- Tuesday | 01 Sep, 1992
- Tariq Banuri
- Working Papers
This paper looks at the various perspectives and experiences brought together at UNCED. The focus of the analysis is on differences in perceptions between the North and the South, as exhibited in the four "sites" of UNCED: intergovernmental negotiations, the NGO mela (festival or fair), the exercise in adult education through the mass media, and a forum for the excercise of political leadership. The argument is that while the first three events were successful, the fourth was a total failure. As a result, while the process help identify and consolidate national positions, it did not make progress towards creation of a political or moral community, without which global collective action is inconceivable.
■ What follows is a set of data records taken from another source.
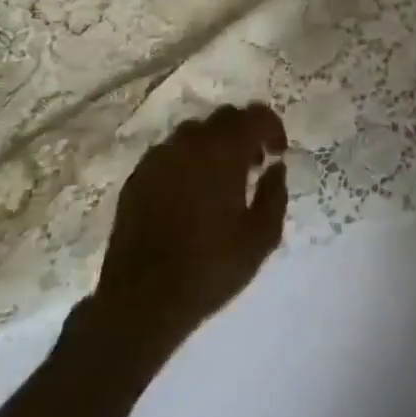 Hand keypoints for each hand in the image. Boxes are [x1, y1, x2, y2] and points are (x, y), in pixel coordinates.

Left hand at [93, 104, 289, 354]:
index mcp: (223, 152)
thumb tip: (276, 169)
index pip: (255, 116)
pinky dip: (187, 161)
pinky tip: (190, 194)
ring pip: (194, 133)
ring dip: (214, 146)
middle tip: (254, 165)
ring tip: (221, 180)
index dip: (273, 128)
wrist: (142, 300)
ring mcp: (158, 158)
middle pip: (224, 118)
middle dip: (244, 134)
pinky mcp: (137, 177)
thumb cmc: (210, 268)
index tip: (278, 153)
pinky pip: (170, 154)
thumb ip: (275, 195)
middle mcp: (189, 144)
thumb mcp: (261, 238) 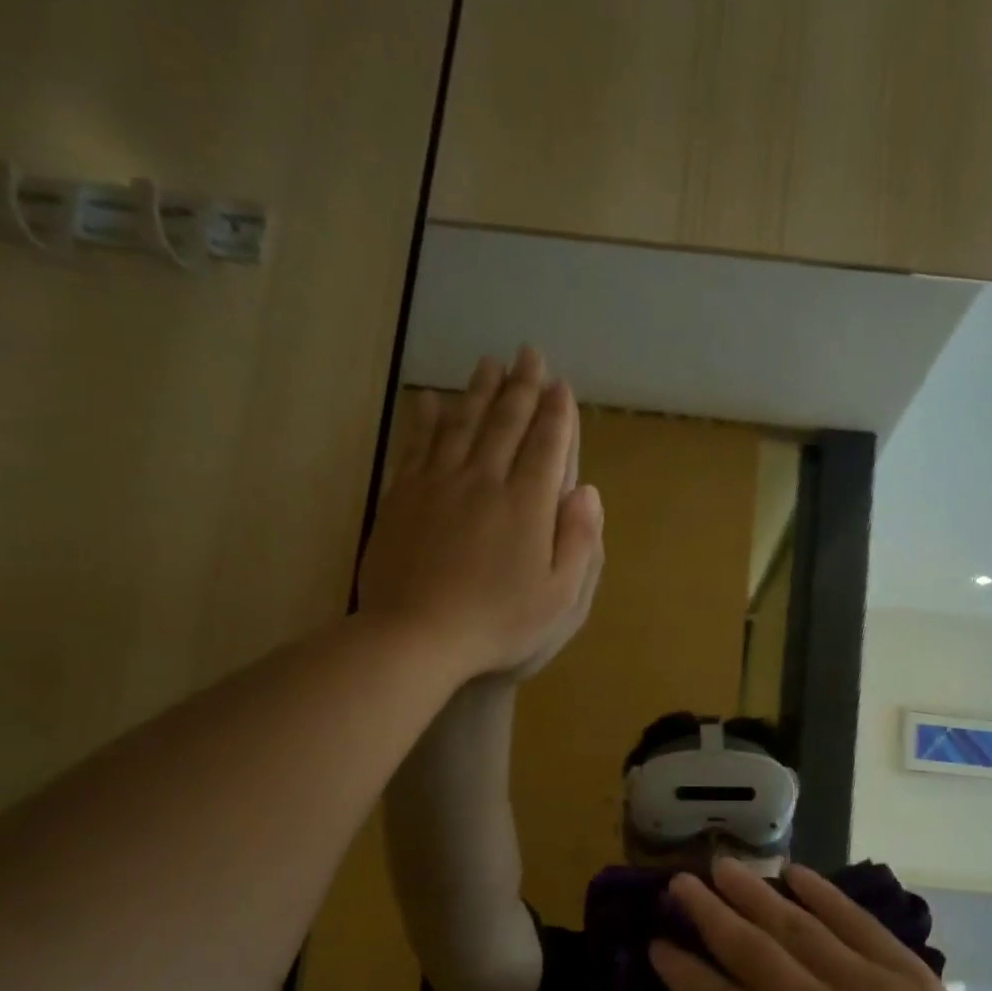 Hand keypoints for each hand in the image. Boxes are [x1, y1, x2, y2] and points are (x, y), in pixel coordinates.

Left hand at [359, 348, 602, 679]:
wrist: (416, 636)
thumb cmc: (499, 623)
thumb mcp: (560, 597)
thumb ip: (580, 541)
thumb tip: (588, 491)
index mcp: (528, 505)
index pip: (547, 446)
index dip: (557, 414)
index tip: (562, 385)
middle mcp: (484, 481)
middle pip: (505, 423)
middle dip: (522, 386)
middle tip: (529, 354)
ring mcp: (438, 485)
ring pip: (462, 424)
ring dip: (478, 391)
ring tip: (489, 363)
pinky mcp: (403, 496)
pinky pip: (417, 445)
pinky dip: (425, 418)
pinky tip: (429, 398)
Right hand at [650, 859, 991, 990]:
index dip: (686, 974)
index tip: (657, 943)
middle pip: (755, 954)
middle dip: (710, 914)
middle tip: (679, 883)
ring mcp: (869, 986)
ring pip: (798, 927)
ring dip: (754, 892)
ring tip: (721, 866)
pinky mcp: (905, 968)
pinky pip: (855, 920)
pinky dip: (822, 893)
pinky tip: (791, 871) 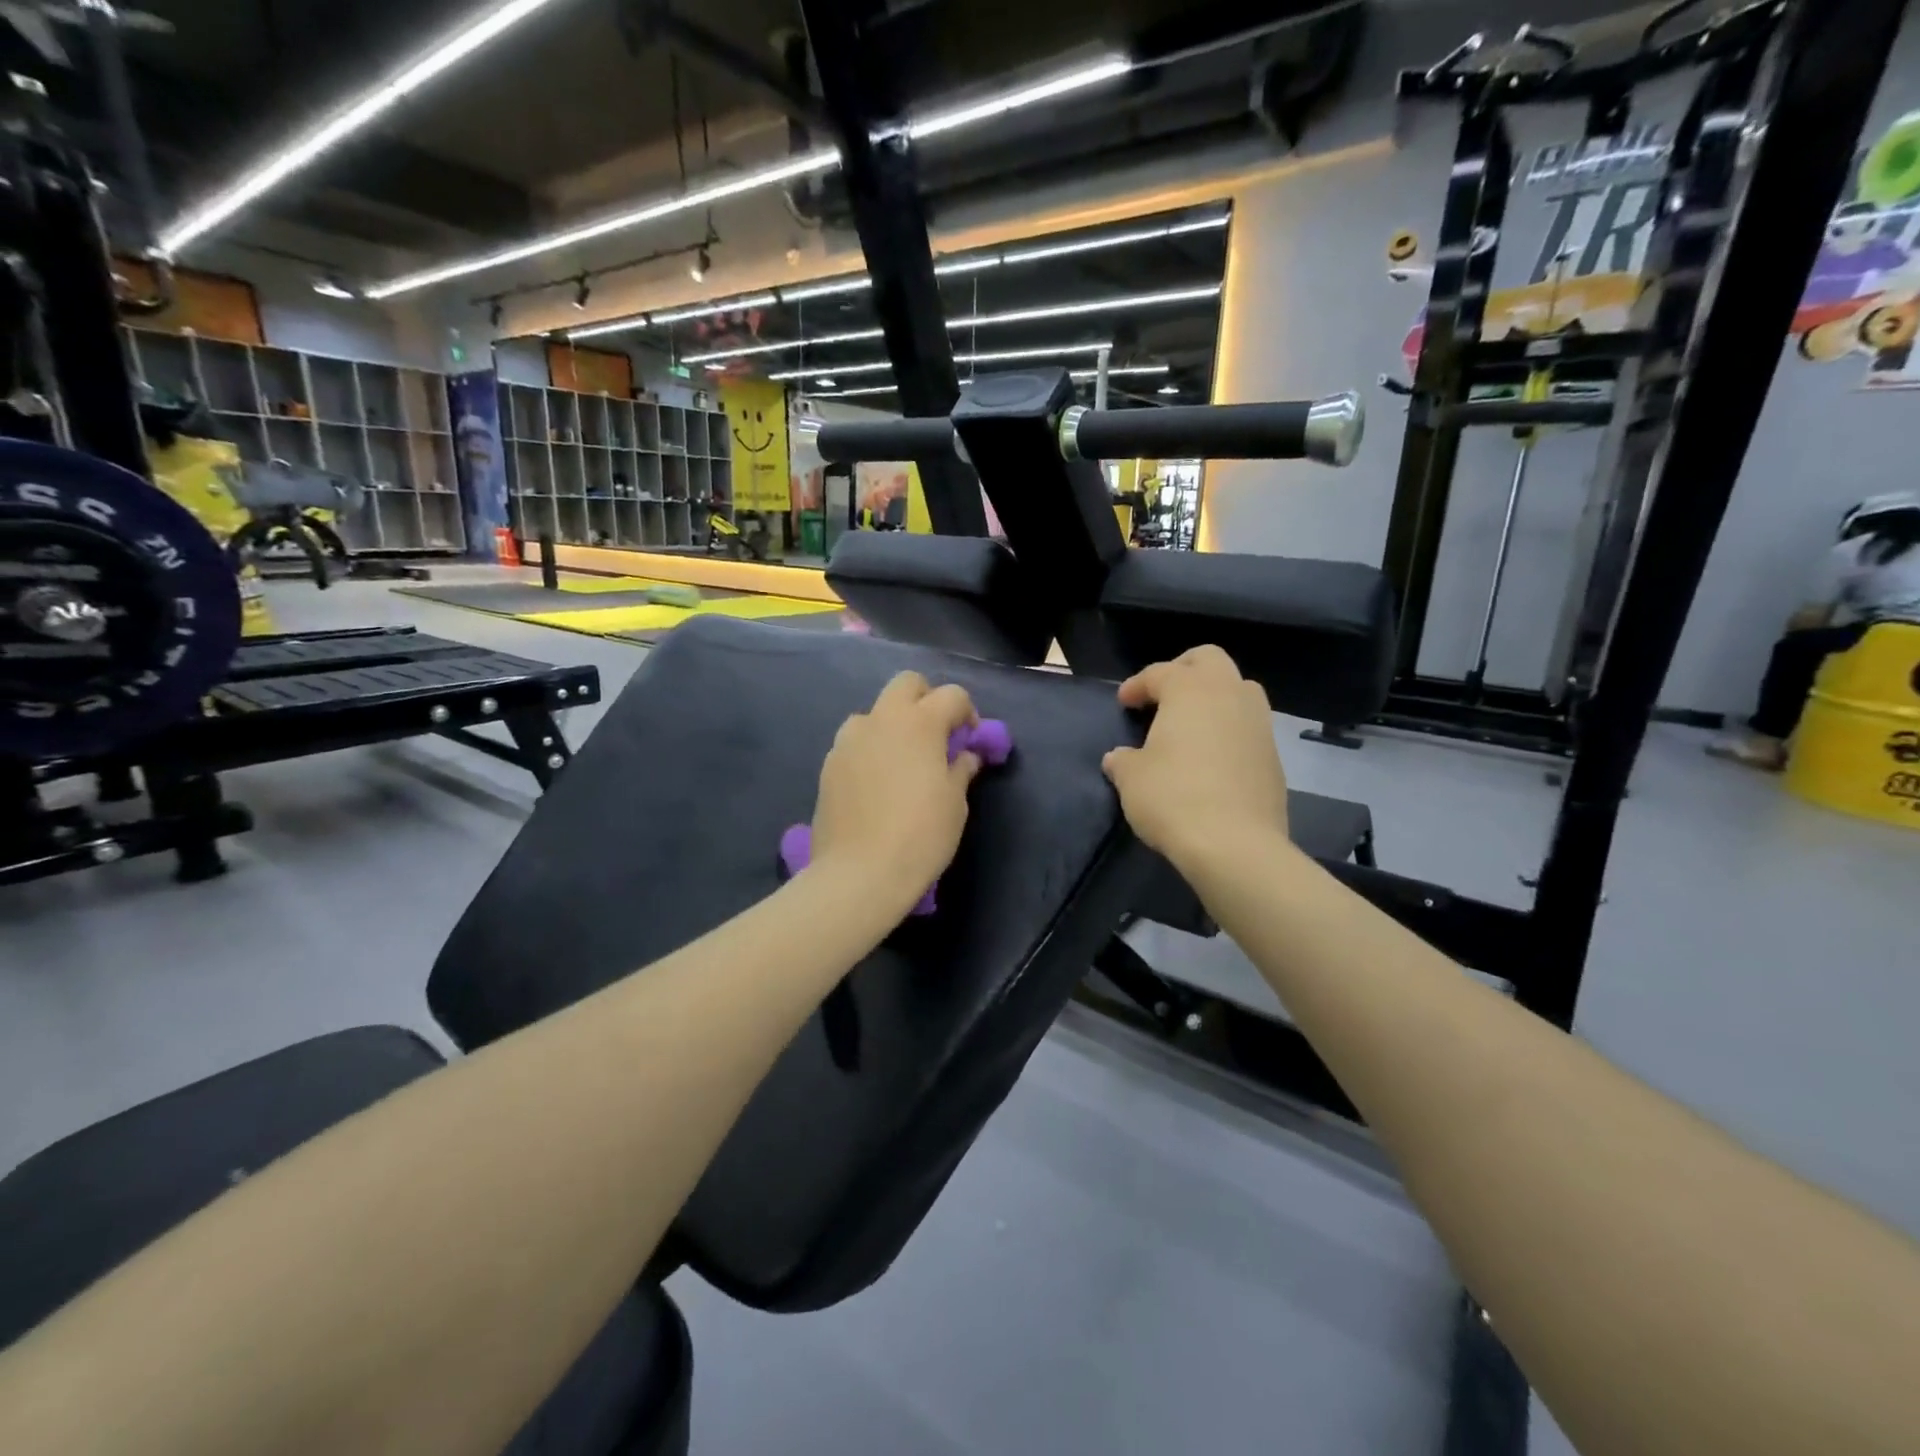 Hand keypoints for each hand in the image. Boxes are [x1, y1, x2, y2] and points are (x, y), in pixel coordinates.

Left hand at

When Chou En Lai was asked what he thought the effect of the French Revolution had been on world history, he replied, "[I]t is too early to tell." UNCED may not be in the same class as the French revolution (although many hoped that it would be a major turning point in our history) but even in its case three months are hardly sufficient to assess its impact. Nevertheless, now that it has come and gone we can at least begin to unravel its strands without fear of prejudicing the most immediate outcome.
UNCED can be approached from two different though inter-related directions: from the contrasting perspectives with which the north and the south, NGOs as well as governments, approached the event; or the various processes in which these participants and perspectives encountered each other.